I've wanted a netbook pretty much ever since they first came out, so I'm really excited about this one. It has a 10.1" screen and is, well, super cute. I got this netbook in preparation for medical school. I've had my old laptop (an IBM thinkpad that's solid, but a bit of a clunker) for about five years now, and it's definitely time to upgrade, especially since the harddrive on my IBM is woefully small. My lovely father has decided to get me both a netbook and a laptop for medical school. I know the expense may seem a bit over the top, but I won my first laptop (the IBM) in a scholarship contest, so I figure the amount of money I would have spent on that first one for college can be spread over to my new netbook and laptop.

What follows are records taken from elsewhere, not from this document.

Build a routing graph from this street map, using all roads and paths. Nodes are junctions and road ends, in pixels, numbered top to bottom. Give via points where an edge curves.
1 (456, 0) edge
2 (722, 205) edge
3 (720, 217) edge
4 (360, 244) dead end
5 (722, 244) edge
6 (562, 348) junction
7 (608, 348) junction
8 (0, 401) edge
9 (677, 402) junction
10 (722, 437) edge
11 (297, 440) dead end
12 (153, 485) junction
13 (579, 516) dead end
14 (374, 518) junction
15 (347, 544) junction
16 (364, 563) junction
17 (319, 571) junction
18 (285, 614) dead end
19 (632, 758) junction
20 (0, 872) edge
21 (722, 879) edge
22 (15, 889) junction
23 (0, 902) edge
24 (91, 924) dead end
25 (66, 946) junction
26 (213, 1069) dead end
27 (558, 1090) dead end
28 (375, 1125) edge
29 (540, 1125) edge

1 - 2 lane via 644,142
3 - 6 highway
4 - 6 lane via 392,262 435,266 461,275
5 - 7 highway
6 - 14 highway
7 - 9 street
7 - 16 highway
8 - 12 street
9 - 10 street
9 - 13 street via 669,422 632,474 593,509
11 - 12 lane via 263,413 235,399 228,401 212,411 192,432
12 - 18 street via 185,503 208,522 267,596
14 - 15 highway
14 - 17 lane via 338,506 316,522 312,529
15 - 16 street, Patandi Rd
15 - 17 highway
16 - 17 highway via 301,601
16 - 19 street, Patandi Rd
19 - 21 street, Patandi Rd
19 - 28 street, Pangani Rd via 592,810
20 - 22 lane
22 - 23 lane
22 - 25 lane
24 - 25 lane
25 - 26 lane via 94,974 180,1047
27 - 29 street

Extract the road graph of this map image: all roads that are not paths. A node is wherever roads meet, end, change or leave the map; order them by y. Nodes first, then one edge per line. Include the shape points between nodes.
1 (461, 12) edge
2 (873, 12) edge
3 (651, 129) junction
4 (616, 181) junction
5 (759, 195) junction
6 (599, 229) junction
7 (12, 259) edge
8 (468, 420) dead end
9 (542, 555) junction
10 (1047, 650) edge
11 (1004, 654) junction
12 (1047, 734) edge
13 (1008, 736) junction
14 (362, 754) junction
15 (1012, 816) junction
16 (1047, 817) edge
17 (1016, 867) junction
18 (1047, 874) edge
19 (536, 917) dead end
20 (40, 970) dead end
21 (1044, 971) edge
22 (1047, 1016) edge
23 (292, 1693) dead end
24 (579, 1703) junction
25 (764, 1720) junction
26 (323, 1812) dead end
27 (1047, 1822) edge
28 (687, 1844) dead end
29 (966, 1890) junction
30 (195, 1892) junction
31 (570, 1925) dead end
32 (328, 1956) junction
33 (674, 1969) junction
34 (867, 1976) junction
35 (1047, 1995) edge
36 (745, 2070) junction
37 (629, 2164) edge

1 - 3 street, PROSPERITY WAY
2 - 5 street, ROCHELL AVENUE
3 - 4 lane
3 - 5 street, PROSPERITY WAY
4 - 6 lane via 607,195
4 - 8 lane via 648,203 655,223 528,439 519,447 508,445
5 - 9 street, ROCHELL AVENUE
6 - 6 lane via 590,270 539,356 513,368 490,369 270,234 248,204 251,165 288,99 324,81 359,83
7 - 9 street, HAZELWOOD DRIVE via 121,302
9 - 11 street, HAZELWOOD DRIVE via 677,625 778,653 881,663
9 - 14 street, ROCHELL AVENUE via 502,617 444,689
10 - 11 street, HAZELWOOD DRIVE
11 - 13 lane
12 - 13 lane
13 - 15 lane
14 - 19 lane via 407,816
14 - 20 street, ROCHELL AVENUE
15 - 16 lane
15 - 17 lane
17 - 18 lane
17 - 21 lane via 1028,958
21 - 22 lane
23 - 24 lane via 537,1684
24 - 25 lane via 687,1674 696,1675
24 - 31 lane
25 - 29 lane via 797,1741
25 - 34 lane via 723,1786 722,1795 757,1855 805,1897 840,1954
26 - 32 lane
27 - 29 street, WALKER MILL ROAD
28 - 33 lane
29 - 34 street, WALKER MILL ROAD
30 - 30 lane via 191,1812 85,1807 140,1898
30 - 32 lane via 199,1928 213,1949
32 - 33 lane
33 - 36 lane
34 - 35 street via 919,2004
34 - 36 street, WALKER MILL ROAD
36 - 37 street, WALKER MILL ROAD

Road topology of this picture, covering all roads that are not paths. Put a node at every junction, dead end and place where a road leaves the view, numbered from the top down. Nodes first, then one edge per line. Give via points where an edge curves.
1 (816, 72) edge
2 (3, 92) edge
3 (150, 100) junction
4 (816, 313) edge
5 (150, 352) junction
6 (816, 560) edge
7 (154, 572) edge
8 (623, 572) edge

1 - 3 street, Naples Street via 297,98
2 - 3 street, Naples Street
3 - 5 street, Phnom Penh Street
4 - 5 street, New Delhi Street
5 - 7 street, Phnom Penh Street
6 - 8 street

Anyway, while I'm super excited to have an adorbes new netbook, I have to say there are a few things I'm not so jazzed about. To run through my reaction:

Things I Love
  • It's so small!
  • Hello, it's freaking yellow! (the inside is white)
  • It has a sweet mousepad (wait, what do you call the mice on laptops? Touch...mouses?), that pretty much does all the cool things that Apple products do with their touchscreens: scrolling with two fingers, zooming in and zooming out when you make the corresponding motions with your fingers, and even rotating photos when you make, again, the prescribed motion with your fingers.
  • Its speakers are pretty sweet, especially compared to the ones on my previous laptop, which were, like the harddrive, a bit woeful.
  • It has a built-in webcam! I totally did NOT have that on my previous laptop, so I'm pretty excited about being able to, you know, video chat and take mirror image photos of myself and whatever.

Things I Don't Love
  • Because this netbook, like all netbooks, runs on an Intel Atom processor, I can only run Windows 7 Starter on it, and not the full version of Windows 7. When my dad and I were looking at netbooks online, I thought Windows 7 Starter was just some sort of trial version, that you could upgrade your OS later on once you had bought the netbook. Yeah, I was wrong. Windows 7 Starter is apparently designed for low-process (or something) computers, and it has some limited functionality. For example:
  • I CANNOT CHANGE MY DESKTOP WALLPAPER. You have no idea how much this bothers me. This was the first thing I was excited to do once I began playing with my netbook (I should name it...), to make it my own and personalize it in some way. But yeah. You're not allowed to change the desktop background if you're running the Windows 7 Starter OS. Why they limited that function, I have no idea. I don't imagine it takes so much out of your processor to just display a photo other than the standard issue one as your wallpaper. But yeah. Since this was the first thing I wanted to do, and it was also the first disappointment I had with my netbook, I find it incredibly irksome. This initial disappointment led me to see other things I'm not terribly fond of on this netbook. Which kind of sucks. [seeing the disappointments, not the netbook itself]
  • I feel like even though its screen is the standard size for netbooks, 10.1", mine doesn't seem quite as small as the ones I've seen before. Maybe I'm just being silly. In fact, hopefully I am.
  • The battery on this guy is definitely a little bulky. The other netbooks I've seen, mostly Acer and Asus and HP ones, seem to be sleek overall, pretty planar with no bumps or anything, but the battery on mine sticks out a bit, which I imagine would make fitting it neatly into a sleeve a bit difficult.

All in all, though, despite my few disappointments, I'm still quite excited about my brand new netbook. I'll get over the unchanging desktop eventually, and on the bright side, I can still have a slideshow of photos as my screensaver. I'm sure this is the start of a beautiful relationship.